There seem to be three reasonable options here:
- Using a flow after cancelling is never allowed (the current behaviour). With the improvements to re-raising errors above, this should be fairly clear.
- Reusing a cancelled flow is best-efforts. If we cancel during a read then we ignore the error and the flow can continue to be used, but if you are unlucky and cancel during a write then reusing the flow will raise an exception, as before. This is the behaviour you get from tls-eio: allow cancelling reads #459.
- Make it safe to cancel and resume at any point. This would require changes to Eio to report partial writes, which we have debated doing.
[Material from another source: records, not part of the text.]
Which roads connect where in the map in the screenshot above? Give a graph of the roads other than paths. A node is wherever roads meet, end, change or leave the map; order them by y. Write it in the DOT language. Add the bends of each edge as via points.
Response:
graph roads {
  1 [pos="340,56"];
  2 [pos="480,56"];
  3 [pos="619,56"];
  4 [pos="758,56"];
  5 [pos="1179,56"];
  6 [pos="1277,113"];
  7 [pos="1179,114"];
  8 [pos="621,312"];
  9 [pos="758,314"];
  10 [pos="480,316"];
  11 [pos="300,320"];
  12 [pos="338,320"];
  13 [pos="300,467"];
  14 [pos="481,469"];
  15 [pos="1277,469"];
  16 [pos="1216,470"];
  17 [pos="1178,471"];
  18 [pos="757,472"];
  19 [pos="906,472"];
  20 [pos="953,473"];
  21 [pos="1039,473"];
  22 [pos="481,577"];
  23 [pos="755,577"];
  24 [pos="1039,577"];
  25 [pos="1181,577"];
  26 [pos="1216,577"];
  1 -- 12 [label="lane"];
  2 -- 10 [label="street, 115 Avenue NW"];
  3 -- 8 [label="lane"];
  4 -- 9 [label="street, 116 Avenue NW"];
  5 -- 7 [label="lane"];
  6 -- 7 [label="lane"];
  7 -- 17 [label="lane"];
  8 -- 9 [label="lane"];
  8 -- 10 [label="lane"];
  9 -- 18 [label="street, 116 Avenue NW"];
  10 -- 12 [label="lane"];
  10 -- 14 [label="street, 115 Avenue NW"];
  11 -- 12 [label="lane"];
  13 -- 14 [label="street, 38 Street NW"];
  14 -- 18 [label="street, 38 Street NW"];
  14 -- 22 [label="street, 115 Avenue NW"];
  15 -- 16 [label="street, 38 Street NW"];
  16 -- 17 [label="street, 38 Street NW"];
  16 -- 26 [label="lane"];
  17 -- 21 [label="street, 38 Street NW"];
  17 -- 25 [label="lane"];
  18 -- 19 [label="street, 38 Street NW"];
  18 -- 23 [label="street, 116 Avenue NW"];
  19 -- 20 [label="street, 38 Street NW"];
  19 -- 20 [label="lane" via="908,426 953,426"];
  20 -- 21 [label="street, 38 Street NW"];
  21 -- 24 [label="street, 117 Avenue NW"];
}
Option 1 seems simplest here. I'm not convinced there's much use for cancelling a flow operation if you might want it later, and we've managed with this behaviour in tls-lwt so far without trouble.
Half-close / shutdown
tls-eio claims to implement the Eio.Flow.two_way signature, which allows performing a half close. However, tls always closes both directions (and tls-eio gives a confusing behaviour when you try to read, by simply returning end-of-file).
#460 tried to fix this by shutting down the underlying flow, but that won't work (both because TLS needs to write in order to read, and because the underlying flow is supposed to remain usable after a TLS shutdown).
It should be possible to support half-close properly (tracked in #452). @hannesm wrote:
Reading up on the RFCs and the mailing list, I guess we can actually have a unified close_notify semantics for all protocol versions. Still we need to track that close_notify state in the TLS engine to reject any "send_application_data" etc.
So the main question is what tls-eio should do until then. Some options are:
- Simply document in
tls_eio.mlithat shutdown closes both directions for now and note that we intend to improve this in future. - As (1), but also raise an exception if you try to shut down the sending side only.
- As (1), but raise a helpful exception on future reads instead of end-of-file.
- Stop claiming to support generic POSIX-style shutdown and provide a separate
close_tlsoperation as tls-lwt does.
Part of the problem is that some users may be satisfied with the current behaviour (i.e. they don't plan to read after shutting down the sending side), so (2) or (4) will annoy them unnecessarily. And changing the API in (4) and then changing it back once it's working seems annoying too. So I think I prefer either (1) or (3).